If more than one CloseWatcher is active at a given time, then only the most-recently-constructed one gets events delivered to it. (Usually.) A watcher becomes inactive after a close event is delivered, or the watcher is explicitly destroy()ed.

Read on for more details and realistic usage examples.

Requesting close yourself

The API has an additional convenience method, watcher.requestClose(), which acts as if a close request had been sent by the user. The intended use case is to allow centralizing close-handling code. So the above example of

watcher.onclose = () => myModal.close();

myModalCloseButton.onclick = () => {
  watcher.destroy();
  myModal.close();
};

could be replaced by

watcher.onclose = () => myModal.close();

myModalCloseButton.onclick = () => watcher.requestClose();

deduplicating the myModal.close() call by having the developer put all their close-handling logic into the watcher's close event handler.

As usual, reaching the close event will inactivate the CloseWatcher, meaning it receives no further events in the future and it no longer occupies the "free CloseWatcher slot", if it was previously doing so.

Asking for confirmation

There's a more advanced part of this API, which allows asking the user for confirmation if they really want to close the modal. This is useful in cases where, e.g., the modal contains a form with unsaved data. The usage looks like the following:

watcher.oncancel = async (e) => {
  if (hasUnsavedData) {
    e.preventDefault();

    const userReallyWantsToClose = await askForConfirmation("Are you sure you want to close this dialog?");
    if (userReallyWantsToClose) {
      hasUnsavedData = false;
      watcher.close();
    }
  }
};

Note: the name of this event, i.e. cancel instead of something like beforeclose, is chosen to match <dialog>, which has the same two-tier cancel + close event sequence.

For abuse prevention purposes, this event only fires if the page has received transient user activation. Furthermore, once it fires for one CloseWatcher instance, it will not fire again for any CloseWatcher instances until the page gets user activation again. This ensures that if the user sends a close request twice in a row without any intervening user activation, the request definitely goes through, destroying the CloseWatcher.

Note that the cancel event is not fired when the user navigates away from the page: i.e., it has no overlap with beforeunload. beforeunload remains the best way to confirm a page unload, with cancel only used for confirming a close request.

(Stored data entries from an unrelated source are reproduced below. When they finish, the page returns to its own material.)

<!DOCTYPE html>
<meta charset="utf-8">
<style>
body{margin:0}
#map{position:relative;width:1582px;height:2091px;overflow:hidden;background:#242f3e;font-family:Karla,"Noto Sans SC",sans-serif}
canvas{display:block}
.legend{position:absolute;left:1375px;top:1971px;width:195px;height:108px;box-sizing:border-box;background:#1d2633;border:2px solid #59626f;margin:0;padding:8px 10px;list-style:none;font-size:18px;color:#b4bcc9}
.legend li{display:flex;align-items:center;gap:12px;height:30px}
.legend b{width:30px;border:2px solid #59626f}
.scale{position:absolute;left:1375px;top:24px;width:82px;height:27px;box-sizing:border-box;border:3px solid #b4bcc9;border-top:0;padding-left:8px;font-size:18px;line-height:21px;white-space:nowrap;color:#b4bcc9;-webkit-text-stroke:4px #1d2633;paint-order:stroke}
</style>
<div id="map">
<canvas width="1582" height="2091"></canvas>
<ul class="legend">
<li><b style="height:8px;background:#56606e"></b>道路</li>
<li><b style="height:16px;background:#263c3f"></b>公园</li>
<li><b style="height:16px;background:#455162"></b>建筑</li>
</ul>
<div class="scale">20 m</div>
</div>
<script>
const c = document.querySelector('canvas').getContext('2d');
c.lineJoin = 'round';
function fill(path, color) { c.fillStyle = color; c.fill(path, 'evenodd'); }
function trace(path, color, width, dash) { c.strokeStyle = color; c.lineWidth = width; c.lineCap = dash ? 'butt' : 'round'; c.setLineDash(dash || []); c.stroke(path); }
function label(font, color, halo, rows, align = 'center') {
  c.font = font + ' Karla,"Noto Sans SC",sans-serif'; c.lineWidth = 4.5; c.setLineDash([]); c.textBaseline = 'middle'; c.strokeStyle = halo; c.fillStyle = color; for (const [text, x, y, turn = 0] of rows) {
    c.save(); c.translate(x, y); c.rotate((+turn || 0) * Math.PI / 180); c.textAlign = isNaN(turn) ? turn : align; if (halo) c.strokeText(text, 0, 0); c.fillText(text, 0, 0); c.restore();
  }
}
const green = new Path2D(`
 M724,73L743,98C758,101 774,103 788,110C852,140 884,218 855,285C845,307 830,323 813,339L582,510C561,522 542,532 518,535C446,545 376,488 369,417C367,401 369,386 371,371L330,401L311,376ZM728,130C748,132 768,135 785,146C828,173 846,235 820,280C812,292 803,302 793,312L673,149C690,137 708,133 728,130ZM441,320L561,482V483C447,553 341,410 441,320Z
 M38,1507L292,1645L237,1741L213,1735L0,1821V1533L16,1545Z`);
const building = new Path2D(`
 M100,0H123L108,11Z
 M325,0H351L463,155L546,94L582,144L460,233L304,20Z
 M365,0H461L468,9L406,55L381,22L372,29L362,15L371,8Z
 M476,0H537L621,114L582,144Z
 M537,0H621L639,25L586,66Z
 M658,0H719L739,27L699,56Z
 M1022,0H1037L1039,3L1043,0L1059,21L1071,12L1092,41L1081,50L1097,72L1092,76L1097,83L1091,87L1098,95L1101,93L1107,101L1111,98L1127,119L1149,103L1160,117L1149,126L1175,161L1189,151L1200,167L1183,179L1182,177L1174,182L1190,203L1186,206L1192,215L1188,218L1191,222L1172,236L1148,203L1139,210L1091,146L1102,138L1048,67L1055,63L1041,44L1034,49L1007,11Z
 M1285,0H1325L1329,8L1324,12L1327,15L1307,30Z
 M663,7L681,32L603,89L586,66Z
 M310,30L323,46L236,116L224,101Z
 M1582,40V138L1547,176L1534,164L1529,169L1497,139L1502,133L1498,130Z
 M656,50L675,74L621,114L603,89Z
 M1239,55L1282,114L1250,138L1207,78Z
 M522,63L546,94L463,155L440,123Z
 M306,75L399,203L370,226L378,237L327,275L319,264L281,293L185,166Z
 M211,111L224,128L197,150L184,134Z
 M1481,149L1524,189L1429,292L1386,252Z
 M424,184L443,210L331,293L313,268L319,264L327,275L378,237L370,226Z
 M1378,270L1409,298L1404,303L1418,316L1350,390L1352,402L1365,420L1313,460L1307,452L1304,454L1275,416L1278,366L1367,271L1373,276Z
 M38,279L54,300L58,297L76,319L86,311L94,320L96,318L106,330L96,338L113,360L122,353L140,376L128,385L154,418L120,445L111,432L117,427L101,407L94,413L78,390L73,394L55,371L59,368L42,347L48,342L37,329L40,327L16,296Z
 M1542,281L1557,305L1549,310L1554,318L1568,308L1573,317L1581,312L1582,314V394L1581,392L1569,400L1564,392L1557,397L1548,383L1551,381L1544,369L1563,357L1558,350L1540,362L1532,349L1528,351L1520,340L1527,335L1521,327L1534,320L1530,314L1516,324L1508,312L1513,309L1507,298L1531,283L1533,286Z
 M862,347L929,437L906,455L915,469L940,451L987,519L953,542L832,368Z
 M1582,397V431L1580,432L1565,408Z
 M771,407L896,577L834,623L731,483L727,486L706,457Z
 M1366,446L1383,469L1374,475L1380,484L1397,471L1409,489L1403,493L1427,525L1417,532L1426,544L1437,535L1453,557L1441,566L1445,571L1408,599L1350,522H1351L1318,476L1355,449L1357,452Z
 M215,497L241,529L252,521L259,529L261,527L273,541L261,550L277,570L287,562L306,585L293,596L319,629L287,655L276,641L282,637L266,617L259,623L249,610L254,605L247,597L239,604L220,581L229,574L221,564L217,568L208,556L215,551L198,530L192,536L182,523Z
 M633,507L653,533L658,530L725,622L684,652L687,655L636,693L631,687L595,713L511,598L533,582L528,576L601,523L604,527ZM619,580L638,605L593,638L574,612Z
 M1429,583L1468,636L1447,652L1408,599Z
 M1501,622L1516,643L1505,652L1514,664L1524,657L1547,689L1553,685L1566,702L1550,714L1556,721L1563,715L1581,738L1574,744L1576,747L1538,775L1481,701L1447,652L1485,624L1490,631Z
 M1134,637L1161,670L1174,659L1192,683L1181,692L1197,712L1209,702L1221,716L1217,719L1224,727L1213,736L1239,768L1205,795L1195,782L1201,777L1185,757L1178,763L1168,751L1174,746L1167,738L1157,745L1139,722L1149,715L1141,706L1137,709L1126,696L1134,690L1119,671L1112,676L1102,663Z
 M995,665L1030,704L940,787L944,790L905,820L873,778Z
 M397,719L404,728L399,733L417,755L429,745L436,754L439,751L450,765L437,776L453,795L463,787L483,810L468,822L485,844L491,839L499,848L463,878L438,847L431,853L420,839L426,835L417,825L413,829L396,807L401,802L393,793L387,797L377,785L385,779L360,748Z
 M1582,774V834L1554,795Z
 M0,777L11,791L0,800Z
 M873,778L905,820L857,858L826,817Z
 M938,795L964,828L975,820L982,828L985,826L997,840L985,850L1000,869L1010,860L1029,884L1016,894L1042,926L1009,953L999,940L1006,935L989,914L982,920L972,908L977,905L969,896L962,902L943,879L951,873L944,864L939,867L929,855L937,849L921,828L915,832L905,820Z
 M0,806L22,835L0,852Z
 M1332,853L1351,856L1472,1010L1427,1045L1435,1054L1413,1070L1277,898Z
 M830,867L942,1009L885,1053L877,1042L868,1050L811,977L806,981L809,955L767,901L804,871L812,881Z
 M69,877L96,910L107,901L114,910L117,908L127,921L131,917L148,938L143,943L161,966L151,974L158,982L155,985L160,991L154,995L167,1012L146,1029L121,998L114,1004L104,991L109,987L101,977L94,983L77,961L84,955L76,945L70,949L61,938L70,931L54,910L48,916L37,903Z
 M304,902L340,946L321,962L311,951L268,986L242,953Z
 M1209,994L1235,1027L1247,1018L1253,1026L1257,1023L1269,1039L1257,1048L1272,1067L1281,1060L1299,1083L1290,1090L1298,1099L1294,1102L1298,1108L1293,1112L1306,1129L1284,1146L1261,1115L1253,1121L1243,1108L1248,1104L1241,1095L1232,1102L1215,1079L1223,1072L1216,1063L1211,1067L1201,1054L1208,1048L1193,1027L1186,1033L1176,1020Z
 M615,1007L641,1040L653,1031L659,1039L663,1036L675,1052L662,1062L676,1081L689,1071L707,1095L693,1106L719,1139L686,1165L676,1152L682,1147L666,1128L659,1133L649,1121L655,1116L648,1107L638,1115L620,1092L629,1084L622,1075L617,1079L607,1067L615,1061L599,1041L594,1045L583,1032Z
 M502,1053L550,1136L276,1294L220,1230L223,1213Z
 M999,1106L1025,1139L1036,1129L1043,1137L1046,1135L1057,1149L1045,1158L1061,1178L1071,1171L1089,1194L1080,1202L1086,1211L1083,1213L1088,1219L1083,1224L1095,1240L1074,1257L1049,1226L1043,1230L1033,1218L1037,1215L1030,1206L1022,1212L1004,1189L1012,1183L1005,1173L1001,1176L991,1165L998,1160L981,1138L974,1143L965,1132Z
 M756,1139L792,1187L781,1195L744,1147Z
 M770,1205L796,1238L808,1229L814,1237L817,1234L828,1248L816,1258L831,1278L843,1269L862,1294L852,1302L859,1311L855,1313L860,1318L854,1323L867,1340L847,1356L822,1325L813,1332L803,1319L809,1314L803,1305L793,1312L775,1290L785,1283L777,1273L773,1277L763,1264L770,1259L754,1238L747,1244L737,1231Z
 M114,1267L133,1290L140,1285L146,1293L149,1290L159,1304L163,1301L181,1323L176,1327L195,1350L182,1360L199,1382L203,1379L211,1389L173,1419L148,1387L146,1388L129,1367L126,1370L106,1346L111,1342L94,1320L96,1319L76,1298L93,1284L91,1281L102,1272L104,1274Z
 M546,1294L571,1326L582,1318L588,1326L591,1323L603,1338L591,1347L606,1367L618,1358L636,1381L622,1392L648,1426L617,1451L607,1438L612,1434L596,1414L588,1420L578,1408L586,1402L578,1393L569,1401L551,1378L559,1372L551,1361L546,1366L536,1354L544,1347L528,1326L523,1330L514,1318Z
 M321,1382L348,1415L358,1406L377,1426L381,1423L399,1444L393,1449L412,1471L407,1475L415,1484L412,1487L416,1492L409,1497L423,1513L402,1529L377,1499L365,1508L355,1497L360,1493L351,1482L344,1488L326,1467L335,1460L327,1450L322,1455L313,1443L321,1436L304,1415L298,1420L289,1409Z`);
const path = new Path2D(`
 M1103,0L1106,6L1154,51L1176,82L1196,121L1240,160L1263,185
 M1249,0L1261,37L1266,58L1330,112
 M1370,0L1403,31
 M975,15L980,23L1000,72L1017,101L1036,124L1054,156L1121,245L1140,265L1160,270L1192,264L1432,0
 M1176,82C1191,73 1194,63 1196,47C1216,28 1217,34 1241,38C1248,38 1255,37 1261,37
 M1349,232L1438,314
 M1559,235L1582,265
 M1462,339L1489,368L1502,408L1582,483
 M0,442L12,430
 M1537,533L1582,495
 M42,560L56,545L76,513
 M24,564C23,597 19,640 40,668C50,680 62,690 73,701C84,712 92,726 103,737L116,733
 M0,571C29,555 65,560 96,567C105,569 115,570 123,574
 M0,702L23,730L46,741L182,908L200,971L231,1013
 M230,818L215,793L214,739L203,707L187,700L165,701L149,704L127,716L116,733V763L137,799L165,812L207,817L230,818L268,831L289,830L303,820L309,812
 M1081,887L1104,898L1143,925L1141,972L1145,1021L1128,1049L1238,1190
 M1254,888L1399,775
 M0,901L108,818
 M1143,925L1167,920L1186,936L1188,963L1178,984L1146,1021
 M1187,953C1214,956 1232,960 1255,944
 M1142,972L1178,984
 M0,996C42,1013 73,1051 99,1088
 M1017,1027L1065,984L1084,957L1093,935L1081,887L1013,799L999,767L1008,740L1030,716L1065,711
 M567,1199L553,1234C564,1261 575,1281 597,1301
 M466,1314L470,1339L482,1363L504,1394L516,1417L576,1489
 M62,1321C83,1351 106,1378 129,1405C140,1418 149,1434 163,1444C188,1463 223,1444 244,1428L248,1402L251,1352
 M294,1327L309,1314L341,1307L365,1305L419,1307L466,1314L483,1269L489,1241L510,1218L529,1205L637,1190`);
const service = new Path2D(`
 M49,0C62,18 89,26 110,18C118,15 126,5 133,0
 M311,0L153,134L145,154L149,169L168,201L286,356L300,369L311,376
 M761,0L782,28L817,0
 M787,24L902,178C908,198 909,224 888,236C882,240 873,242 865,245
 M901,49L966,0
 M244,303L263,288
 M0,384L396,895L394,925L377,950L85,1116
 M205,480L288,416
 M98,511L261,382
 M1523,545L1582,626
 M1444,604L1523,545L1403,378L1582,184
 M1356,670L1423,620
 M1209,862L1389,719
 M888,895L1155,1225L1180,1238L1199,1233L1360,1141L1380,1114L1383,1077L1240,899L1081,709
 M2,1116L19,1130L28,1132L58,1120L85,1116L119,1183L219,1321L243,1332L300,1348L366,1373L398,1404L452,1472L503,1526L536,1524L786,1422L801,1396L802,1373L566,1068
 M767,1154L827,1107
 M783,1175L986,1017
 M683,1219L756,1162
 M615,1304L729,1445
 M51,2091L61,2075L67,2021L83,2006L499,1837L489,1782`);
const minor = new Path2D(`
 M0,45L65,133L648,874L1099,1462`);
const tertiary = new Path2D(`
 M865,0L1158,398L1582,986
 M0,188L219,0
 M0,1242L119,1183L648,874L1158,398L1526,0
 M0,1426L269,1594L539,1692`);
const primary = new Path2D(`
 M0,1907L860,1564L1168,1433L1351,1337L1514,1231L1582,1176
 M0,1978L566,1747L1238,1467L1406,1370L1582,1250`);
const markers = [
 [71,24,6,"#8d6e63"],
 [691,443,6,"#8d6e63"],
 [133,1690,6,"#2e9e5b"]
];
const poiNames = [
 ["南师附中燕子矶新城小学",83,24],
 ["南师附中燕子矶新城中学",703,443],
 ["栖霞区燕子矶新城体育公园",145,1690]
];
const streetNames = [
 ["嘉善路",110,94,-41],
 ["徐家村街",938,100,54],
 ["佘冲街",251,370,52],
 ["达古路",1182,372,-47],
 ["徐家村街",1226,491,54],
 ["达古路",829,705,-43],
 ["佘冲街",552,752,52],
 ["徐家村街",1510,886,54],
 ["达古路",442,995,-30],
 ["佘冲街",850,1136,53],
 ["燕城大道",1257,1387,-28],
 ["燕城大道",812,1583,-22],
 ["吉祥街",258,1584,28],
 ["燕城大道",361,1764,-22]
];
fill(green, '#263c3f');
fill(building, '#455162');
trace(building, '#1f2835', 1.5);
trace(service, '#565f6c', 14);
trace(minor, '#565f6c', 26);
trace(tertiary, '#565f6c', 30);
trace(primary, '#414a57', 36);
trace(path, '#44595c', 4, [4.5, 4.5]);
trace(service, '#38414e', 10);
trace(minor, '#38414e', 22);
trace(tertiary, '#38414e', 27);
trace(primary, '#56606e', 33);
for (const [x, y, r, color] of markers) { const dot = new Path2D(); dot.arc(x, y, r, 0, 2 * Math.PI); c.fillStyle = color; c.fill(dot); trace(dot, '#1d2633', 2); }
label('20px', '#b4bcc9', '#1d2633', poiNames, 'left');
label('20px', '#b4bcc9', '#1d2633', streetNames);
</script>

If called from within transient user activation, watcher.requestClose() also invokes cancel event handlers, which would trigger event listeners like the above example code. If called without user activation, then it skips straight to the close event.

User activation grouping

In addition to the user activation restrictions for cancel events, mentioned above, there is a more subtle form of user activation gating for CloseWatcher construction. The basic idea is that if you have created more than one CloseWatcher without user activation, then the newly-created one will get grouped together with the most-recently-created close watcher, so that a single close request will close them both. This is meant to prevent abuse.

So for example:

window.onload = () => {
  // This will work as normal: it is the first close watcher created without user activation.
  (new CloseWatcher()).onclose = () => { /* ... */ };
};

button1.onclick = () => {
  // This will work as normal: the button click counts as user activation.
  (new CloseWatcher()).onclose = () => { /* ... */ };
};

button2.onclick = () => {
  // These will be grouped together, and both will close in response to a singe close request.
  (new CloseWatcher()).onclose = () => { /* ... */ };
  (new CloseWatcher()).onclose = () => { /* ... */ };
};

Note that for developers, this means that calling watcher.destroy() properly is important. Doing so is the only way to get back the "free" ungrouped close watcher slot, that allows you to create an ungrouped CloseWatcher even without user activation. Such CloseWatchers are useful for cases like session inactivity timeout dialogs, or urgent notifications of server-triggered events, that want to be closable with a close request but are not created via user activation.

Using AbortSignals to destroy CloseWatchers

As discussed above, destroying a CloseWatcher using watcher.destroy() is helpful to avoid any future events and free up the free CloseWatcher slot.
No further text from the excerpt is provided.